→ **What to produce**
Go through the data below. Pull out every line that has the word "highway".

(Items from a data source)

★ ★ ★ ★

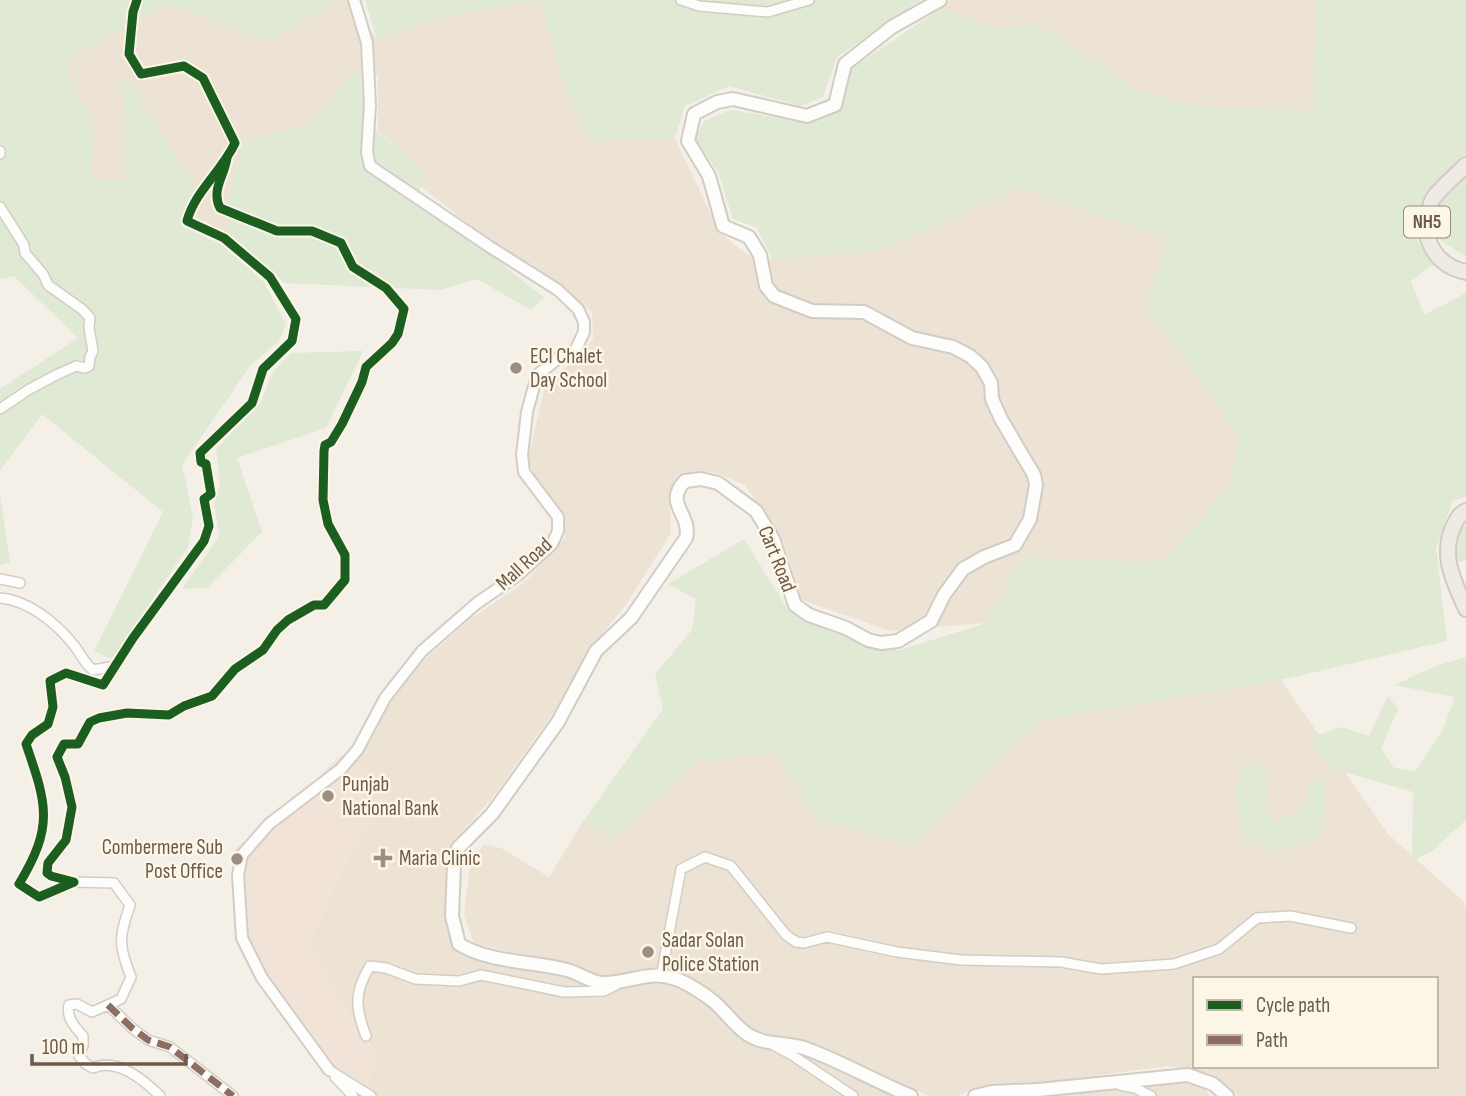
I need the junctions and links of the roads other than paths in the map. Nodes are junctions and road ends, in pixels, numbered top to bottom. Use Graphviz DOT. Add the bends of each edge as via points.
graph roads {
  1 [pos="138,0"];
  2 [pos="354,0"];
  3 [pos="681,0"];
  4 [pos="809,0"];
  5 [pos="940,0"];
  6 [pos="228,159"];
  7 [pos="1466,165"];
  8 [pos="0,207"];
  9 [pos="1466,272"];
  10 [pos="0,410"];
  11 [pos="1466,511"];
  12 [pos="0,579"];
  13 [pos="20,583"];
  14 [pos="0,598"];
  15 [pos="1466,609"];
  16 [pos="116,666"];
  17 [pos="74,882"];
  18 [pos="1351,928"];
  19 [pos="661,977"];
  20 [pos="620,983"];
  21 [pos="108,1006"];
  22 [pos="366,1036"];
  23 [pos="770,1044"];
  24 [pos="329,1070"];
  25 [pos="1109,1082"];
  26 [pos="160,1096"];
  27 [pos="233,1096"];
  28 [pos="353,1096"];
  29 [pos="371,1096"];
  30 [pos="853,1096"];
  31 [pos="911,1096"];
  32 [pos="975,1096"];
  33 [pos="1151,1096"];
  34 [pos="1227,1096"];
  1 -- 6 [label="street" via="129,54 141,74 184,66 203,78 235,143"];
  2 -- 24 [label="street, Mall Road" via="367,43 370,105 366,152 370,166 558,290 578,309 584,332 575,351 537,375 527,412 523,472 558,517 552,544 422,651 385,698 358,750 341,769 269,824 242,855 238,875 242,938 262,978"];
  3 -- 4 [label="street" via="768,12"];
  5 -- 20 [label="main road, Cart Road" via="892,27 845,64 835,105 807,116 733,99 717,102 694,114 688,141 709,176 723,226 749,237 774,296 812,311 864,312 912,338 953,347 982,368 1001,419 1034,475 1030,519 1015,545 964,569 931,621 898,641 881,643 795,605 773,539 755,511 719,483 685,481 675,499 689,528 686,538 631,618 596,651 558,722 492,814 458,848 454,865 452,916 459,944 474,953 572,971 598,983"];
  6 -- 16 [label="street" via="191,206 187,221 224,238 270,277 296,319 292,341 262,369 252,403 200,453 211,494 204,499 209,526 204,541"];
  6 -- 17 [label="street" via="216,188 220,208 265,228 312,231 341,243 353,267 397,298 404,309 403,320 391,343 366,367 342,424 324,451 323,500 328,524 345,555 345,580 324,605 314,605 281,626 263,650 235,669 212,696 169,715 127,713 99,718 90,722 78,744 64,744 57,757 72,807 66,840 48,863 47,873"];
  7 -- 9 [label="highway, NH5" via="1433,198 1426,237 1444,261"];
  8 -- 10 [label="street" via="48,285 90,318 93,351 89,366 56,375"];
  11 -- 15 [label="highway" via="1448,537 1447,559"];
  12 -- 13 [label="street"];
  14 -- 16 [label="street" via="33,609 72,643 82,662 93,670"];
  16 -- 17 [label="street" via="103,685 66,673 50,681 53,707 48,724 26,744 45,821 37,850 19,884 39,897"];
  17 -- 21 [label="street" via="114,883 130,905 119,935 131,977 121,999"];
  18 -- 19 [label="street" via="1290,916 1257,918 1208,953 1174,964 1101,969 1061,962 961,960 827,937 804,943 786,935 731,866 705,857 681,869"];
  19 -- 20 [label="main road, Cart Road" via="641,975"];
  19 -- 23 [label="main road, Cart Road" via="676,979 713,1001 748,1035"];
  20 -- 22 [label="street" via="604,991 564,992 481,975 459,981 415,979 370,966 359,984 358,1004"];
  21 -- 26 [label="street" via="92,1012 78,1004 69,1006 67,1012 83,1036 79,1056 93,1068 119,1066"];
  21 -- 27 [label="street" via="148,1040 170,1047"];
  23 -- 30 [label="street"];
  23 -- 31 [label="main road, Cart Road" via="800,1047 833,1059"];
  24 -- 28 [label="street, Mall Road"];
  24 -- 29 [label="street"];
  25 -- 32 [label="main road"];
  25 -- 33 [label="street"];
  25 -- 34 [label="main road" via="1188,1075 1213,1084"];
}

★ ★ ★ ★

→ **Reply to the exercise**
  7 -- 9 [label="highway, NH5" via="1433,198 1426,237 1444,261"];
  11 -- 15 [label="highway" via="1448,537 1447,559"];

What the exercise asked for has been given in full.